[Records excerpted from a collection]
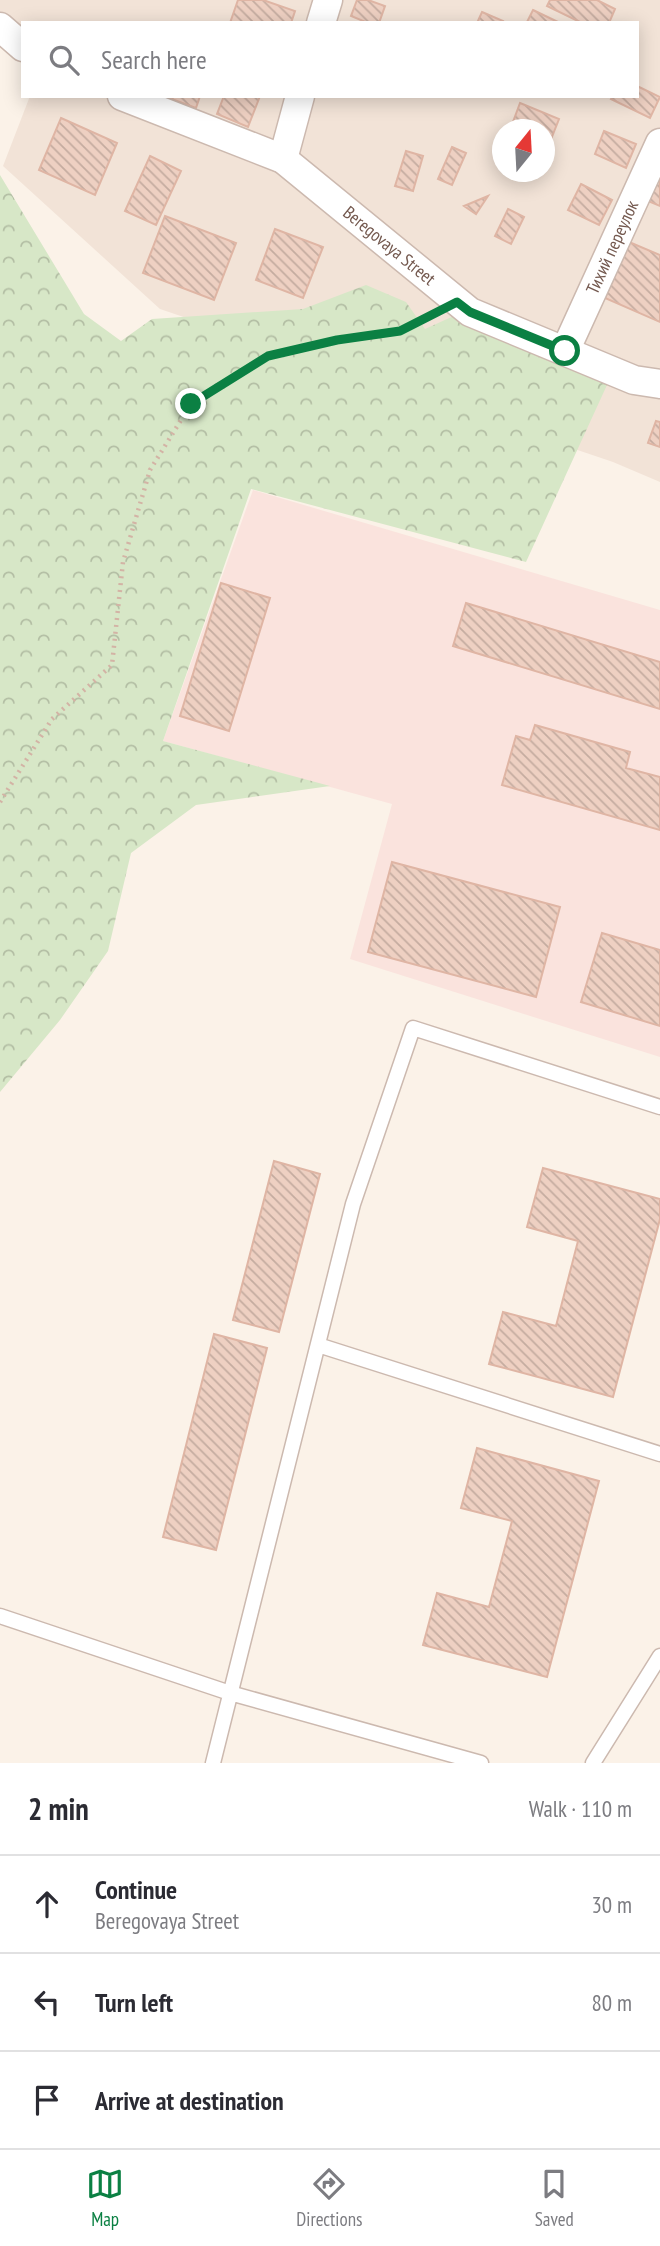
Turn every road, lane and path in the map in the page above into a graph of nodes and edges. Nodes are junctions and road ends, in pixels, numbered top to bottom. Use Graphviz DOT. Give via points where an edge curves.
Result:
graph roads {
  1 [pos="328,0"];
  2 [pos="322,21"];
  3 [pos="0,27"];
  4 [pos="21,45"];
  5 [pos="127,98"];
  6 [pos="299,98"];
  7 [pos="660,143"];
  8 [pos="282,159"];
  9 [pos="457,302"];
  10 [pos="565,351"];
  11 [pos="660,384"];
  12 [pos="0,802"];
  13 [pos="660,1107"];
  14 [pos="317,1345"];
  15 [pos="660,1454"];
  16 [pos="0,1616"];
  17 [pos="660,1656"];
  18 [pos="230,1693"];
  19 [pos="213,1763"];
  20 [pos="481,1763"];
  21 [pos="593,1763"];
  1 -- 2 [label="street"];
  3 -- 4 [label="street"];
  5 -- 8 [label="street, Beregovaya Street"];
  6 -- 8 [label="street"];
  7 -- 10 [label="street, Тихий переулок"];
  8 -- 9 [label="street, Beregovaya Street"];
  9 -- 10 [label="street, Beregovaya Street" via="470,312"];
  9 -- 12 [label="path" via="400,331 268,356 191,404 146,483 123,562 111,666 52,719"];
  10 -- 11 [label="street, Beregovaya Street" via="634,380"];
  13 -- 14 [label="lane" via="413,1028 353,1204"];
  14 -- 15 [label="lane"];
  14 -- 18 [label="lane"];
  16 -- 18 [label="lane"];
  17 -- 21 [label="lane"];
  18 -- 19 [label="lane"];
  18 -- 20 [label="lane"];
}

# Your task:
Hand back the records above exactly, leaving out every picture.

# Task solution:
Turn every road, lane and path in the map in the page above into a graph of nodes and edges. Nodes are junctions and road ends, in pixels, numbered top to bottom. Use Graphviz DOT. Give via points where an edge curves.
Result:
graph roads {
  1 [pos="328,0"];
  2 [pos="322,21"];
  3 [pos="0,27"];
  4 [pos="21,45"];
  5 [pos="127,98"];
  6 [pos="299,98"];
  7 [pos="660,143"];
  8 [pos="282,159"];
  9 [pos="457,302"];
  10 [pos="565,351"];
  11 [pos="660,384"];
  12 [pos="0,802"];
  13 [pos="660,1107"];
  14 [pos="317,1345"];
  15 [pos="660,1454"];
  16 [pos="0,1616"];
  17 [pos="660,1656"];
  18 [pos="230,1693"];
  19 [pos="213,1763"];
  20 [pos="481,1763"];
  21 [pos="593,1763"];
  1 -- 2 [label="street"];
  3 -- 4 [label="street"];
  5 -- 8 [label="street, Beregovaya Street"];
  6 -- 8 [label="street"];
  7 -- 10 [label="street, Тихий переулок"];
  8 -- 9 [label="street, Beregovaya Street"];
  9 -- 10 [label="street, Beregovaya Street" via="470,312"];
  9 -- 12 [label="path" via="400,331 268,356 191,404 146,483 123,562 111,666 52,719"];
  10 -- 11 [label="street, Beregovaya Street" via="634,380"];
  13 -- 14 [label="lane" via="413,1028 353,1204"];
  14 -- 15 [label="lane"];
  14 -- 18 [label="lane"];
  16 -- 18 [label="lane"];
  17 -- 21 [label="lane"];
  18 -- 19 [label="lane"];
  18 -- 20 [label="lane"];
}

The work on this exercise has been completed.